- _Given data_:
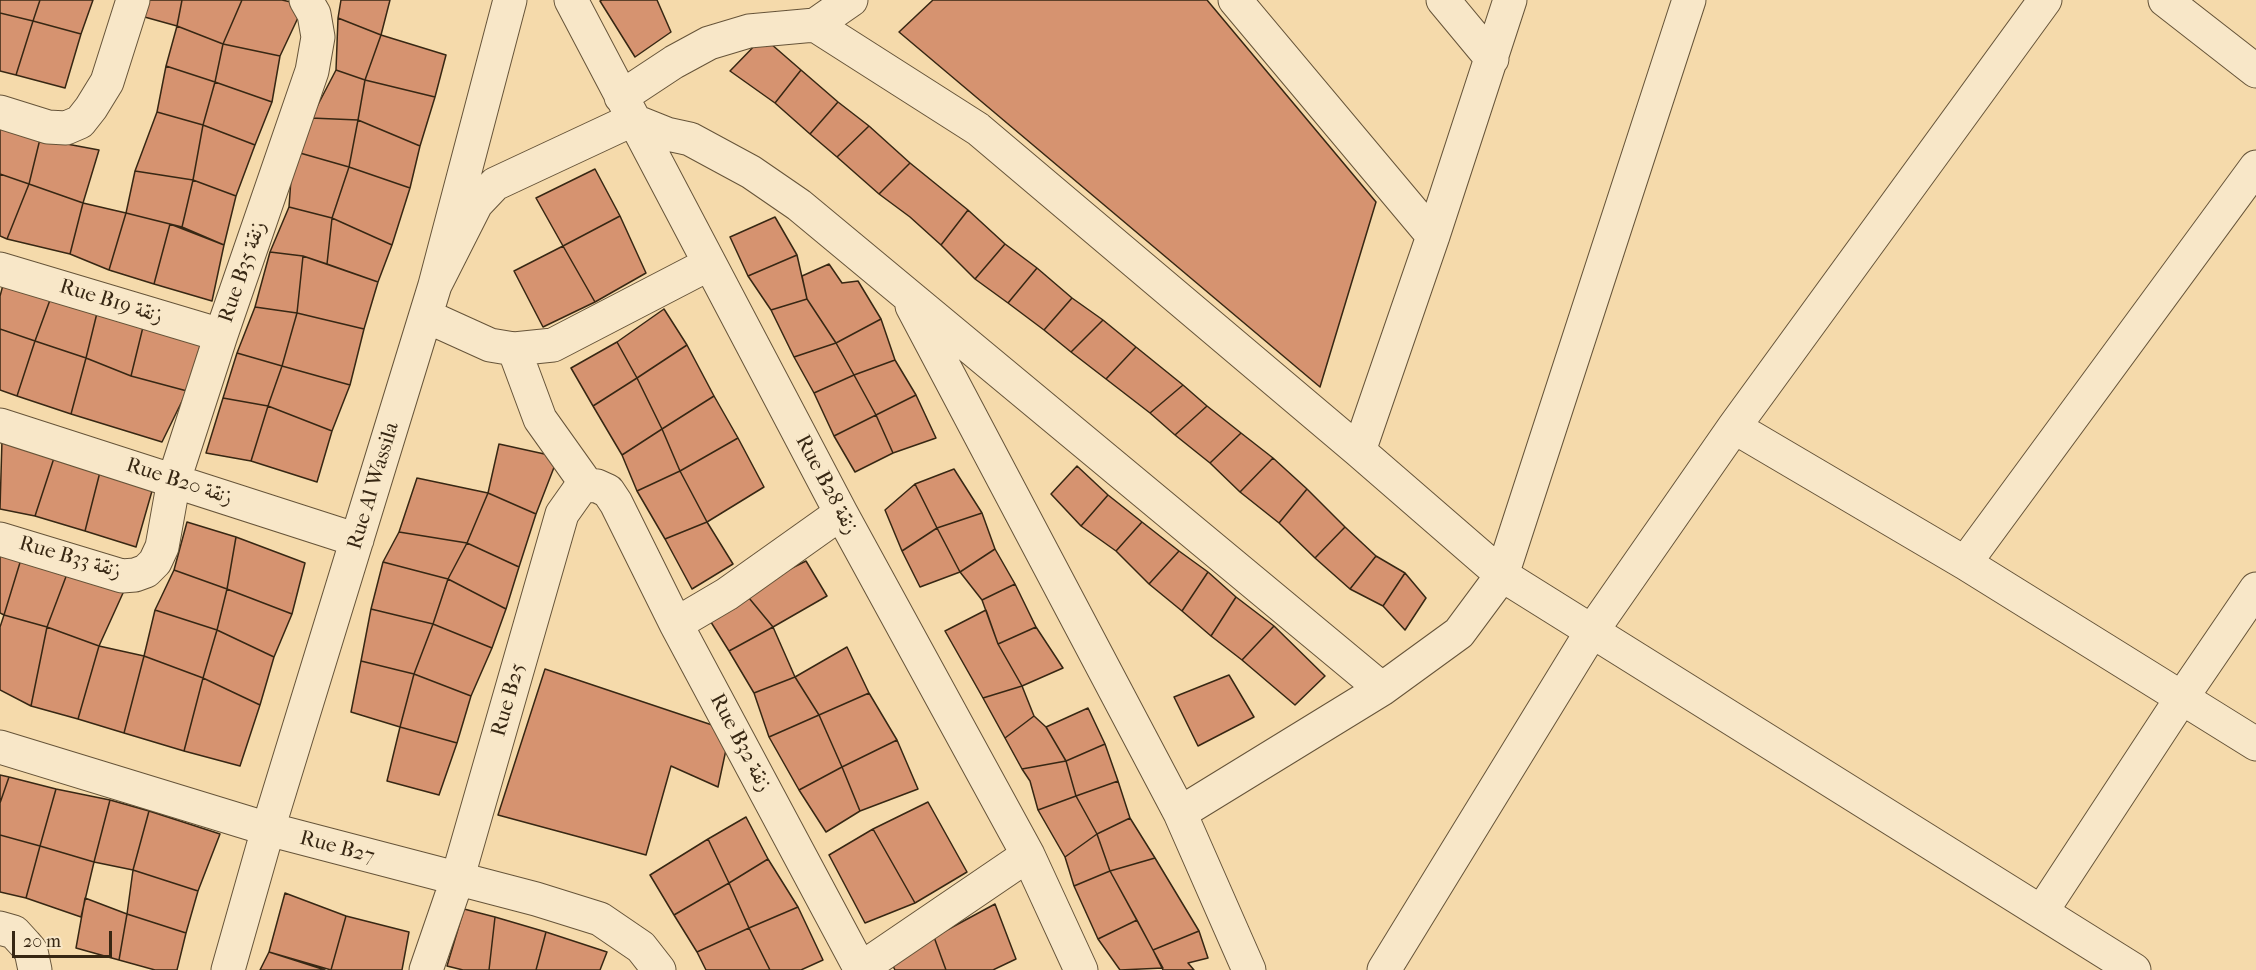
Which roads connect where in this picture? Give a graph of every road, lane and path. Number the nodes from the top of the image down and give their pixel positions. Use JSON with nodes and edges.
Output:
{"nodes":[{"id":1,"x":133,"y":0,"type":"edge"},
{"id":2,"x":306,"y":0,"type":"edge"},
{"id":3,"x":510,"y":0,"type":"edge"},
{"id":4,"x":571,"y":0,"type":"edge"},
{"id":5,"x":851,"y":0,"type":"edge"},
{"id":6,"x":1235,"y":0,"type":"edge"},
{"id":7,"x":1443,"y":0,"type":"edge"},
{"id":8,"x":1510,"y":0,"type":"edge"},
{"id":9,"x":1689,"y":0,"type":"edge"},
{"id":10,"x":2045,"y":0,"type":"edge"},
{"id":11,"x":2165,"y":0,"type":"edge"},
{"id":12,"x":815,"y":25,"type":"junction"},
{"id":13,"x":1492,"y":59,"type":"junction"},
{"id":14,"x":2256,"y":71,"type":"edge"},
{"id":15,"x":627,"y":109,"type":"junction"},
{"id":16,"x":0,"y":112,"type":"edge"},
{"id":17,"x":2256,"y":167,"type":"edge"},
{"id":18,"x":1433,"y":236,"type":"junction"},
{"id":19,"x":709,"y":264,"type":"junction"},
{"id":20,"x":0,"y":269,"type":"edge"},
{"id":21,"x":435,"y":285,"type":"junction"},
{"id":22,"x":904,"y":291,"type":"junction"},
{"id":23,"x":426,"y":316,"type":"junction"},
{"id":24,"x":221,"y":335,"type":"junction"},
{"id":25,"x":514,"y":350,"type":"junction"},
{"id":26,"x":0,"y":425,"type":"edge"},
{"id":27,"x":1734,"y":426,"type":"junction"},
{"id":28,"x":1359,"y":451,"type":"junction"},
{"id":29,"x":174,"y":480,"type":"junction"},
{"id":30,"x":587,"y":485,"type":"junction"},
{"id":31,"x":841,"y":513,"type":"junction"},
{"id":32,"x":0,"y":539,"type":"edge"},
{"id":33,"x":357,"y":540,"type":"junction"},
{"id":34,"x":162,"y":547,"type":"joint"},
{"id":35,"x":1965,"y":563,"type":"junction"},
{"id":36,"x":1502,"y":575,"type":"junction"},
{"id":37,"x":2256,"y":589,"type":"edge"},
{"id":38,"x":676,"y":624,"type":"junction"},
{"id":39,"x":1592,"y":631,"type":"junction"},
{"id":40,"x":1382,"y":689,"type":"junction"},
{"id":41,"x":2181,"y":699,"type":"junction"},
{"id":42,"x":2256,"y":744,"type":"edge"},
{"id":43,"x":0,"y":747,"type":"edge"},
{"id":44,"x":1180,"y":813,"type":"junction"},
{"id":45,"x":268,"y":829,"type":"junction"},
{"id":46,"x":1028,"y":855,"type":"junction"},
{"id":47,"x":457,"y":880,"type":"junction"},
{"id":48,"x":2042,"y":911,"type":"junction"},
{"id":49,"x":0,"y":928,"type":"edge"},
{"id":50,"x":35,"y":970,"type":"edge"},
{"id":51,"x":228,"y":970,"type":"edge"},
{"id":52,"x":426,"y":970,"type":"edge"},
{"id":53,"x":659,"y":970,"type":"edge"},
{"id":54,"x":860,"y":970,"type":"edge"},
{"id":55,"x":1081,"y":970,"type":"edge"},
{"id":56,"x":1248,"y":970,"type":"edge"},
{"id":57,"x":1384,"y":970,"type":"edge"},
{"id":58,"x":2134,"y":970,"type":"edge"}],
"edges":[{"from":1,"to":16,"type":"street"},
{"from":2,"to":24,"type":"street","name":"Rue B35 زنقة"},
{"from":3,"to":21,"type":"street","name":"Rue Al Wassila"},
{"from":4,"to":15,"type":"street","name":"Rue B28 زنقة"},
{"from":5,"to":12,"type":"street"},
{"from":6,"to":18,"type":"street"},
{"from":7,"to":13,"type":"street"},
{"from":8,"to":13,"type":"street"},
{"from":9,"to":36,"type":"street"},
{"from":10,"to":27,"type":"street"},
{"from":11,"to":14,"type":"street"},
{"from":12,"to":15,"type":"street"},
{"from":12,"to":28,"type":"street"},
{"from":13,"to":18,"type":"street"},
{"from":15,"to":19,"type":"street","name":"Rue B28 زنقة"},
{"from":15,"to":21,"type":"street"},
{"from":15,"to":22,"type":"street"},
{"from":17,"to":35,"type":"street"},
{"from":18,"to":28,"type":"street"},
{"from":19,"to":25,"type":"street"},
{"from":19,"to":31,"type":"street","name":"Rue B28 زنقة"},
{"from":20,"to":24,"type":"street","name":"Rue B19 زنقة"},
{"from":21,"to":23,"type":"street","name":"Rue Al Wassila"},
{"from":22,"to":40,"type":"street"},
{"from":22,"to":44,"type":"street"},
{"from":23,"to":25,"type":"street"},
{"from":23,"to":33,"type":"street","name":"Rue Al Wassila"},
{"from":24,"to":29,"type":"street","name":"Rue B35 زنقة"},
{"from":25,"to":30,"type":"street"},
{"from":26,"to":29,"type":"street","name":"Rue B20 زنقة"},
{"from":27,"to":35,"type":"street"},
{"from":27,"to":39,"type":"street"},
{"from":28,"to":36,"type":"street"},
{"from":29,"to":33,"type":"street","name":"Rue B20 زنقة"},
{"from":29,"to":34,"type":"street","name":"Rue B35 زنقة"},
{"from":30,"to":38,"type":"street","name":"Rue B32 زنقة"},
{"from":30,"to":47,"type":"street","name":"Rue B25"},
{"from":31,"to":38,"type":"street"},
{"from":31,"to":46,"type":"street","name":"Rue B28 زنقة"},
{"from":32,"to":34,"type":"street","name":"Rue B33 زنقة"},
{"from":33,"to":45,"type":"street","name":"Rue Al Wassila"},
{"from":35,"to":41,"type":"street"},
{"from":36,"to":39,"type":"street"},
{"from":36,"to":40,"type":"street"},
{"from":37,"to":41,"type":"street"},
{"from":38,"to":54,"type":"street","name":"Rue B32 زنقة"},
{"from":39,"to":48,"type":"street"},
{"from":39,"to":57,"type":"street"},
{"from":40,"to":44,"type":"street"},
{"from":41,"to":42,"type":"street"},
{"from":41,"to":48,"type":"street"},
{"from":43,"to":45,"type":"street","name":"Rue B27"},
{"from":44,"to":56,"type":"street"},
{"from":45,"to":47,"type":"street","name":"Rue B27"},
{"from":45,"to":51,"type":"street","name":"Rue Al Wassila"},
{"from":46,"to":54,"type":"street","name":"Rue B32 زنقة"},
{"from":46,"to":55,"type":"street","name":"Rue B28 زنقة"},
{"from":47,"to":52,"type":"street","name":"Rue B25"},
{"from":47,"to":53,"type":"street","name":"Rue B27"},
{"from":48,"to":58,"type":"street"},
{"from":49,"to":50,"type":"street"}]}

- _Aim of the exercise_:
Within the material above, show every line that includes "edges".

- _Answer to the problem_:
Which roads connect where in this picture? Give a graph of every road, lane and path. Number the nodes from the top of the image down and give their pixel positions. Use JSON with nodes and edges.
"edges":[{"from":1,"to":16,"type":"street"},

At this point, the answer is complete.